A statistical inquiry is a process of transforming raw data into useful information that can tell us more about a subject and allow us to make recommendations and possibly make predictions of future outcomes. It consists of six stages:
The first stage is to pinpoint the final information that will be needed in order to be able to draw a conclusion. This involves coming up with questions that, if answered, would lead to meaningful information that would allow us to draw a conclusion and to make recommendations. For example, suppose you were in charge of the school’s funds that have been set aside for the development of a new sports field, but aren’t sure which type of field (e.g. cricket pitch, basketball court) would be of greatest benefit to students. To investigate this issue, you would need to ask questions such as “What is the most popular sport among students?” (you want to construct a type of field that would satisfy the majority of students), “Are there enough funds to construct the students’ preferred type of field?” (you can’t construct a type of field that you can’t afford) and “How long will it take to construct?” (there’s no point constructing the students’ preferred type of field if it takes 10 years to construct at which point none of those students will be around to enjoy it). With answers to these questions, you would then be able to decide which type of field would benefit students the most.

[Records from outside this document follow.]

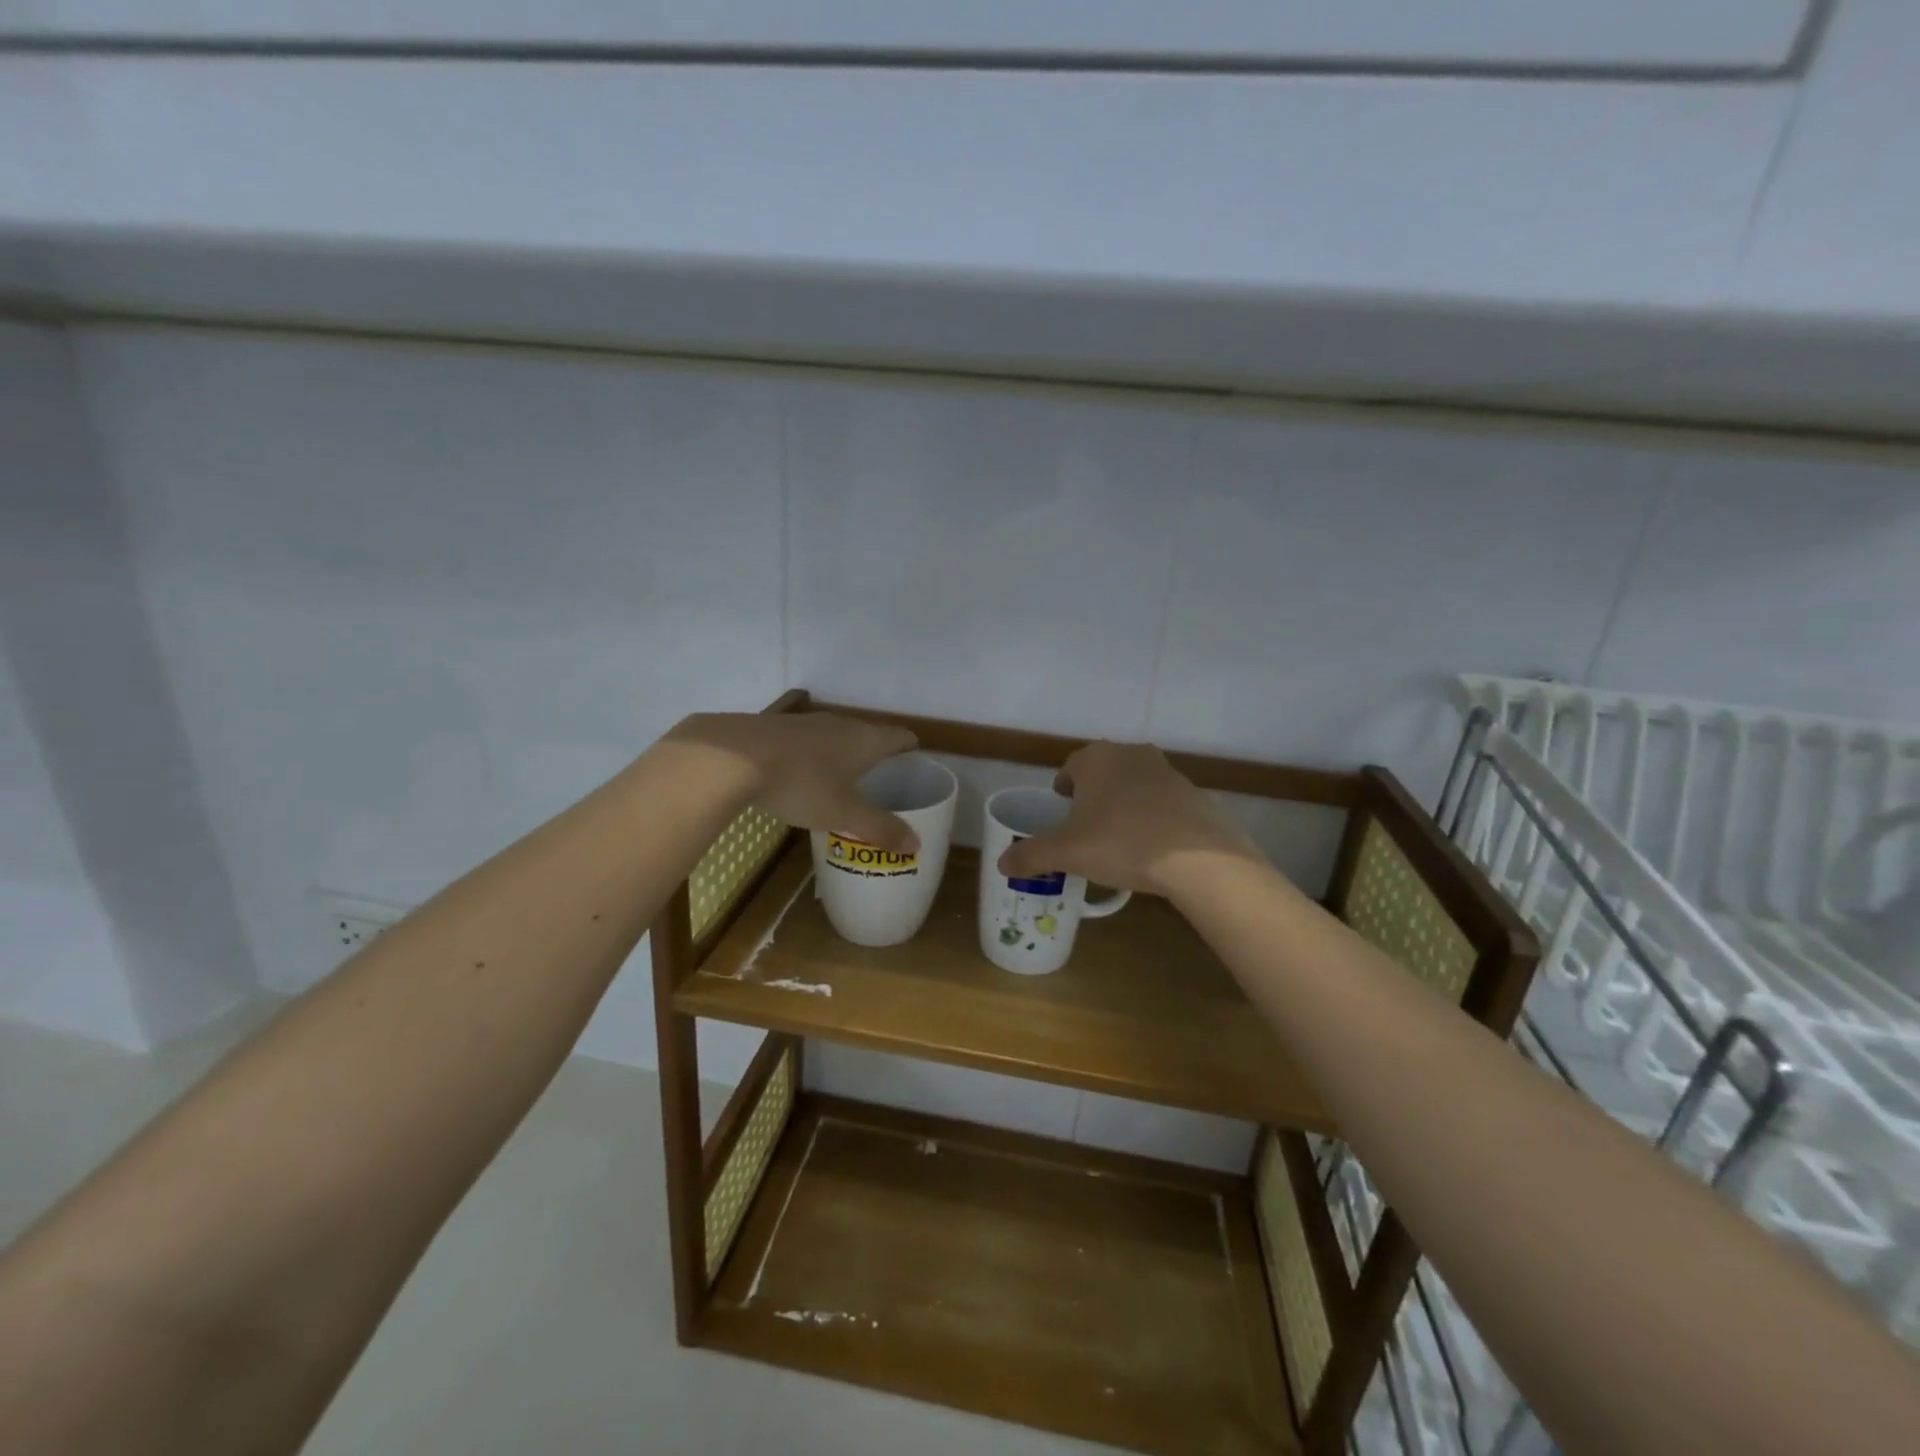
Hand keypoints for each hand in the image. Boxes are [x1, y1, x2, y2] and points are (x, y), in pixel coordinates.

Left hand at [665, 711, 920, 852]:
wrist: (731, 756)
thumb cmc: (801, 783)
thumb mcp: (843, 814)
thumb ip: (880, 828)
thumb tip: (916, 844)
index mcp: (865, 740)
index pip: (901, 737)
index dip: (911, 749)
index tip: (916, 765)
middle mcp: (840, 724)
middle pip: (868, 735)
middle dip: (877, 756)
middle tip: (881, 781)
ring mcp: (806, 723)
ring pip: (835, 737)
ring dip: (842, 755)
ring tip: (843, 781)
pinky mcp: (776, 727)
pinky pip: (806, 742)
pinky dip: (812, 757)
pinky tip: (800, 776)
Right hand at [997, 741, 1259, 896]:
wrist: (1197, 858)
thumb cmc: (1120, 843)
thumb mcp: (1067, 853)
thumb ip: (1031, 855)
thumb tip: (1002, 863)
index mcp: (1096, 758)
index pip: (1069, 769)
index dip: (1062, 794)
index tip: (1062, 818)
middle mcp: (1131, 754)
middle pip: (1102, 774)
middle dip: (1092, 799)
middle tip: (1086, 833)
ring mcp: (1166, 771)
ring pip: (1133, 787)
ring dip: (1123, 807)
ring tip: (1119, 843)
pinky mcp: (1193, 793)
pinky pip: (1161, 804)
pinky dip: (1152, 819)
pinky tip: (1152, 849)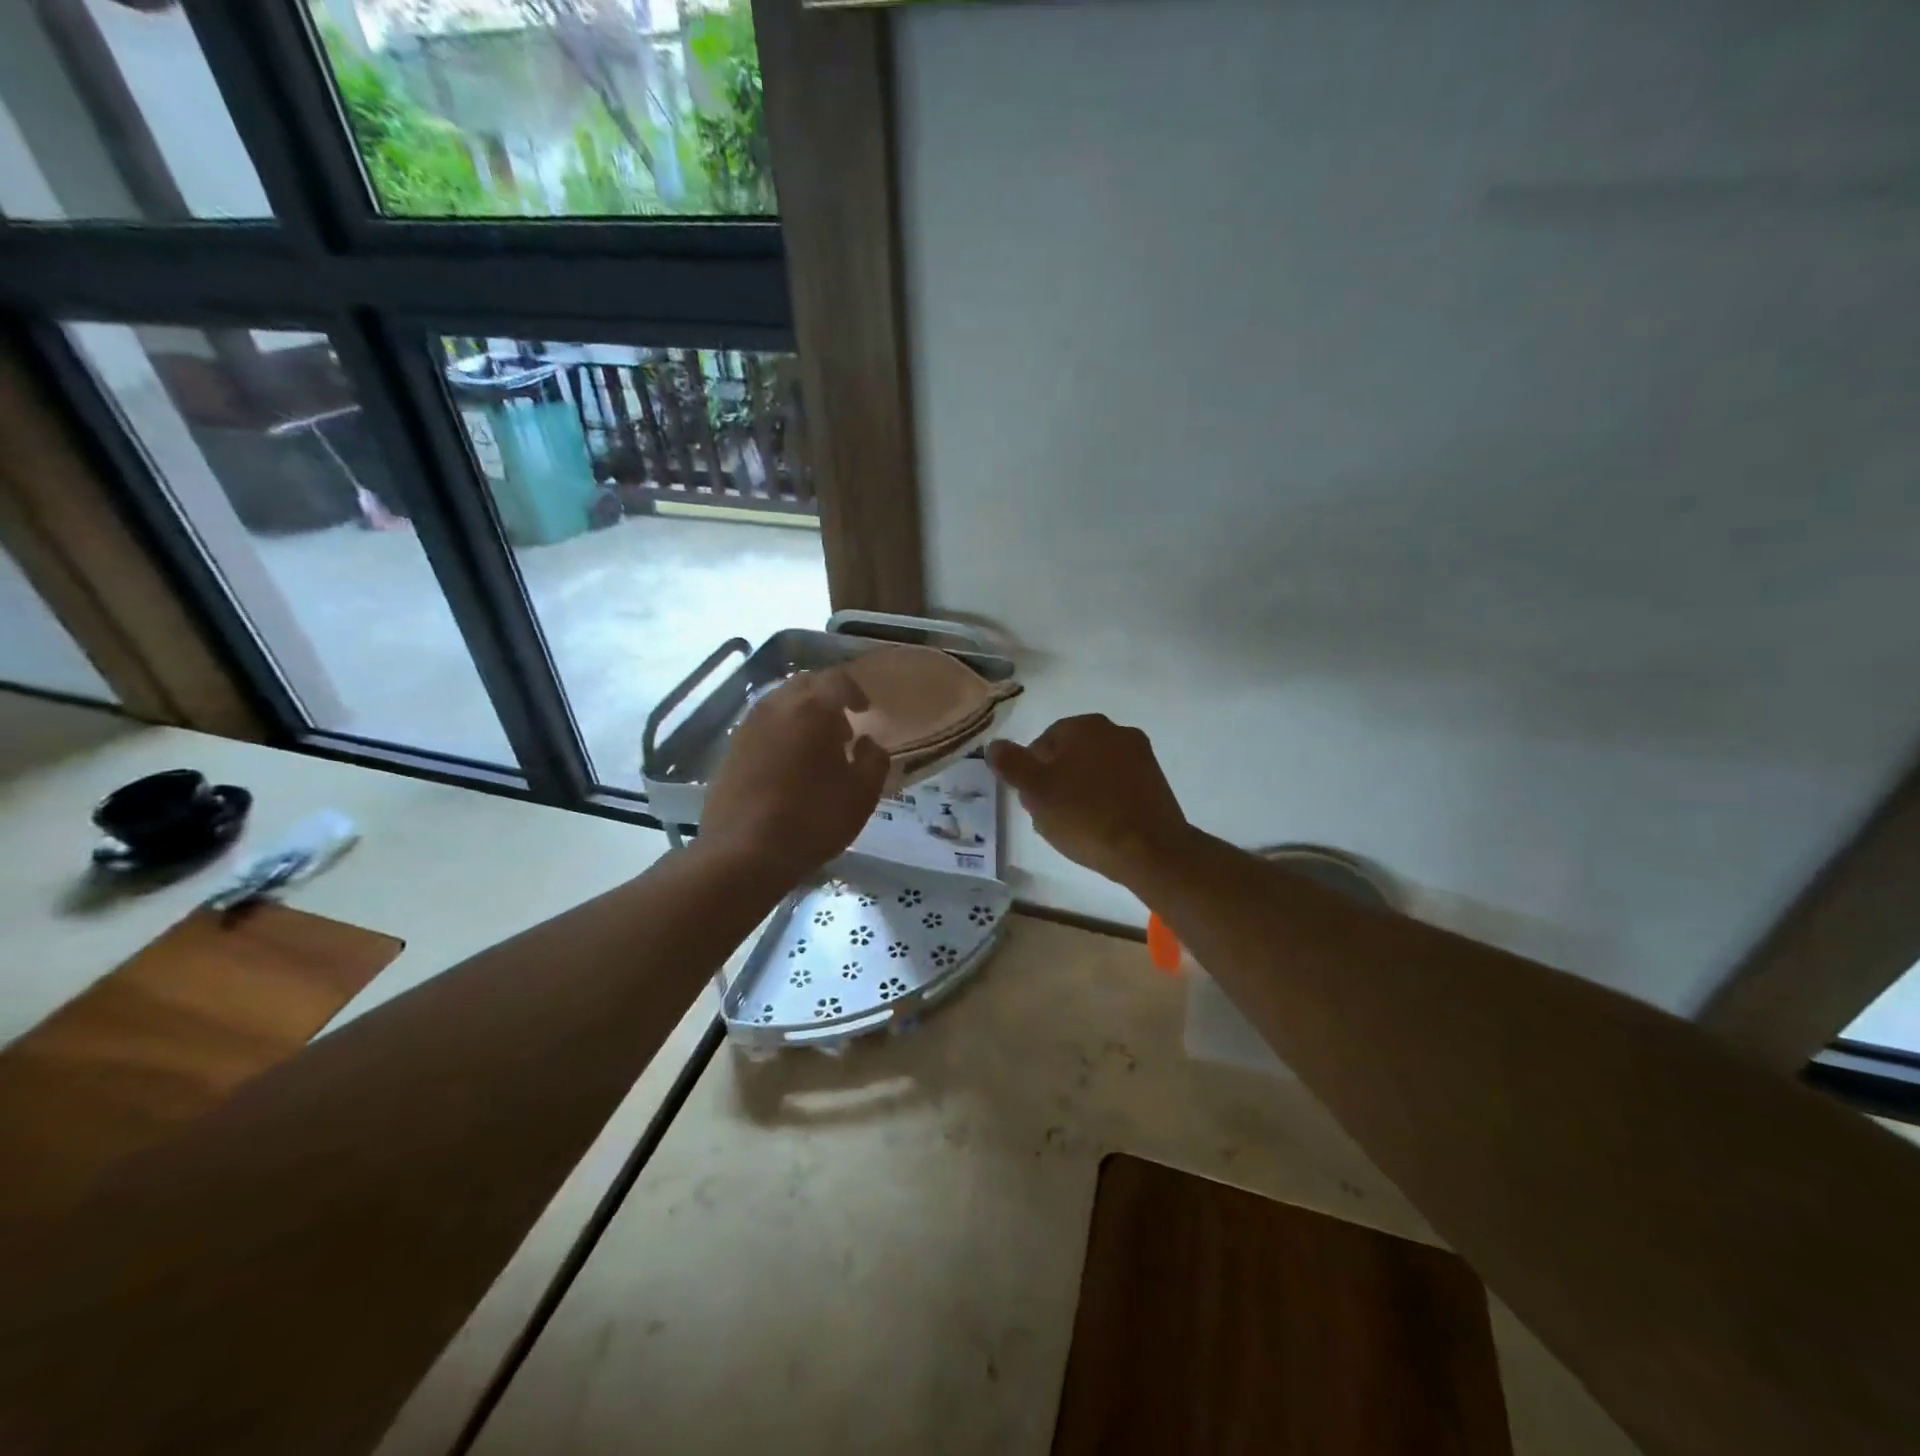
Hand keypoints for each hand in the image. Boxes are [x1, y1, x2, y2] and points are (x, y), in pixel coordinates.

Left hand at [699, 669, 889, 886]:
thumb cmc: (813, 819)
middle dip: (826, 699)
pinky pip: (762, 727)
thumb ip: (874, 760)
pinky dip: (780, 734)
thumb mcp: (862, 794)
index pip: (837, 680)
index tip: (865, 710)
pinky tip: (788, 765)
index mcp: (812, 708)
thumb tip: (868, 743)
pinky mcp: (730, 750)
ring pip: (779, 704)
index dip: (855, 691)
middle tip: (842, 727)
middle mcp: (776, 706)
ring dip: (801, 715)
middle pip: (805, 685)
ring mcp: (747, 727)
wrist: (744, 852)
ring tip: (815, 747)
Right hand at [988, 715, 1191, 890]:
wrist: (1151, 851)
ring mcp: (1141, 756)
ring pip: (1094, 771)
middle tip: (1050, 816)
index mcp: (1085, 726)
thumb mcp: (1036, 791)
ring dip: (1079, 792)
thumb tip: (994, 745)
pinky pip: (1117, 786)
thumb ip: (1011, 764)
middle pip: (1070, 755)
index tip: (1032, 802)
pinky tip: (1100, 828)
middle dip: (1055, 782)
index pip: (1043, 743)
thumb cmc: (1086, 816)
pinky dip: (1104, 801)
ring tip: (1075, 827)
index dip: (1031, 774)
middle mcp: (1116, 731)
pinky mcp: (1156, 782)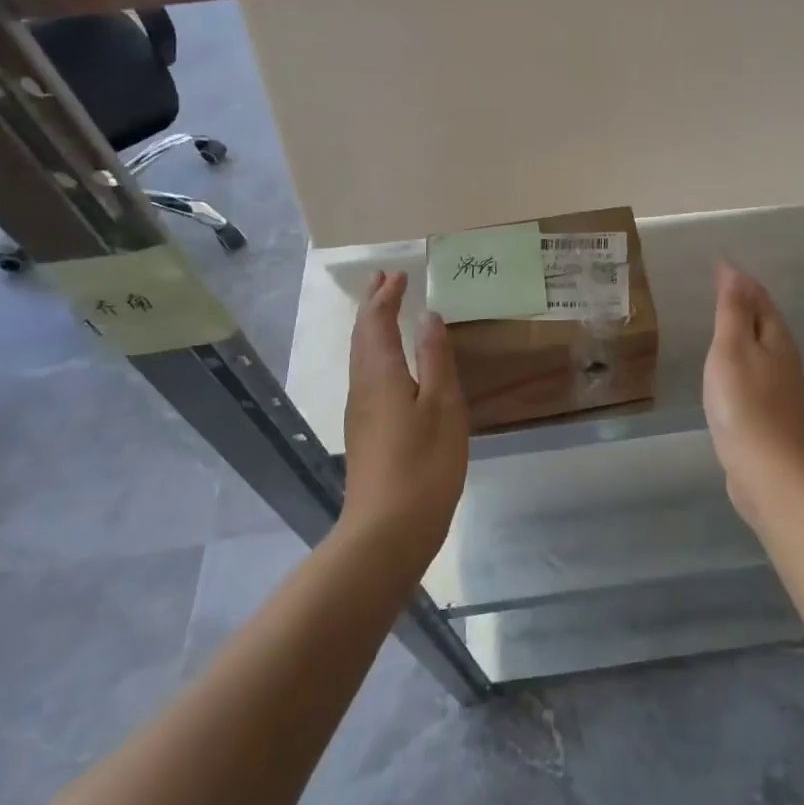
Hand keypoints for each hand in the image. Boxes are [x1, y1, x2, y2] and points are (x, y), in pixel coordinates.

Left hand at [341, 271, 469, 568]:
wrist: (388, 530)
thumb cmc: (424, 463)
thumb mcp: (443, 405)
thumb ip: (436, 358)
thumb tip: (429, 316)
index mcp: (382, 374)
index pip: (378, 323)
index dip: (387, 297)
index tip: (398, 274)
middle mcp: (363, 387)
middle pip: (362, 336)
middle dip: (372, 305)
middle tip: (382, 279)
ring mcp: (360, 412)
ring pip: (361, 357)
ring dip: (371, 327)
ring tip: (383, 310)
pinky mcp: (366, 432)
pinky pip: (366, 375)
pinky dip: (375, 353)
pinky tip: (390, 363)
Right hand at [703, 264, 803, 523]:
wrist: (768, 471)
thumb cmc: (745, 404)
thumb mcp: (732, 348)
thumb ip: (733, 310)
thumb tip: (735, 270)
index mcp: (778, 338)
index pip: (760, 298)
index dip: (740, 282)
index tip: (718, 267)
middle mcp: (785, 359)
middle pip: (764, 322)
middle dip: (744, 304)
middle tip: (716, 290)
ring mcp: (780, 389)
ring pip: (760, 350)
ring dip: (742, 334)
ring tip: (718, 326)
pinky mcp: (770, 414)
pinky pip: (753, 375)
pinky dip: (739, 363)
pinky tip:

Once we have posed questions, we need to collect data to answer them. Before we do the actual collecting, we have to decide on how we will collect the data, the type of data we will collect and the sources from which we will collect them. The sources can be either primary or secondary. Collecting from a primary source involves collecting the data directly yourself by interviewing or observing others or even conducting experiments. When collecting data using any such methods, it is important to ensure that the data to be collected can be organised easily. For example, when creating a questionnaire, it would be better to include questions that are not open-ended, but rather have a limited number of options from which participants can choose their answers. This way, the answers collected can be easily tallied and organised. For instance, instead of asking someone “What is your favourite colour?”, it would be better to ask “Which of the following colours is your favourite?” and to list a few common colours that they can choose from, including an option of “Other” in case they would like to answer with a colour that is not one of those listed.
Using a secondary source involves gathering data that has already been collected or generated by others. This could involve gathering data from books or the internet. It is important that the data to be collected are from a reliable source and not from some obscure website or outdated book, otherwise the data may not be accurate. Some reliable sources of note are government organisations such as the Australian Bureau of Statistics and the Bureau of Meteorology, which have strict data collection methodologies in place to ensure the accuracy and reliability of their data.
In the third stage, we arrange the data we have collected into a form that gives structure and order to the data. A common way of accomplishing this is to use a table e.g. a frequency table. How this data will be organised will vary as a function of the nature of the statistical investigation. For example, if the data collected were the incomes of a group of workers, it would make more sense to organise the data into categories of income ranges i.e. to tally up the number of workers within certain income ranges such as $50,000-$60,000 rather than tally up the number of workers with an income of a particular value e.g. the number of workers with an income of $54,682.
The following are the HSC results of a class of 30 year 12 physics students.
81 | 90 | 93 | 79 | 71 | 88 | 64 | 75 | 59 | 80 |
84 | 72 | 77 | 80 | 73 | 67 | 85 | 76 | 71 | 91 |
78 | 82 | 70 | 75 | 89 | 83 | 74 | 72 | 81 | 80 |
Draw up a frequency table of the results with suitable groupings. (HINT: HSC results are usually grouped into bands.)
Once we have organised the data, we need to present the data in a form that will be easy to read, understand and analyse. Most often this will be accomplished by using a graph such as a column graph, bar graph, pie chart, dot plot or line chart. The particular type of graph to be used will depend on the purpose of the investigation. For example, in order to present data on the proportion of students with a particular type of favourite sport, it may be more appropriate to use a pie chart than a dot plot. Besides displaying the data in a graph, it may also be beneficial to summarise the data using statistical quantities such as the mean, median, mode and range.
After we have finished summarising and displaying the data, it is time to examine and interpret the data, to decide on what it means and to ultimately draw conclusions from it. This may involve identifying trends and patterns from the graph, and identifying how those trends and patterns change over time or across categories (such as across different populations). From these trends, we can then draw conclusions and possibly make predictions about future outcomes.
Once we have finished analysing the data, it is time to put everything together in a written report. Any report should address the background and aim of the statistical inquiry and the questions it sought to answer, detail the data collection method (including sources and type of data), involve a thorough discussion of the findings, list and explain the reasoning behind the conclusions, and, if appropriate, include recommendations for the future. It should also include the tables and graphs from steps 2 and 3 of the inquiry (even if only as part of the appendix).
Suppose the Roads and Traffic Authority (RTA) has tasked you with investigating the number of vehicles travelling past the front of your school on an average day in order to determine whether there is any need to implement new measures to manage traffic flow.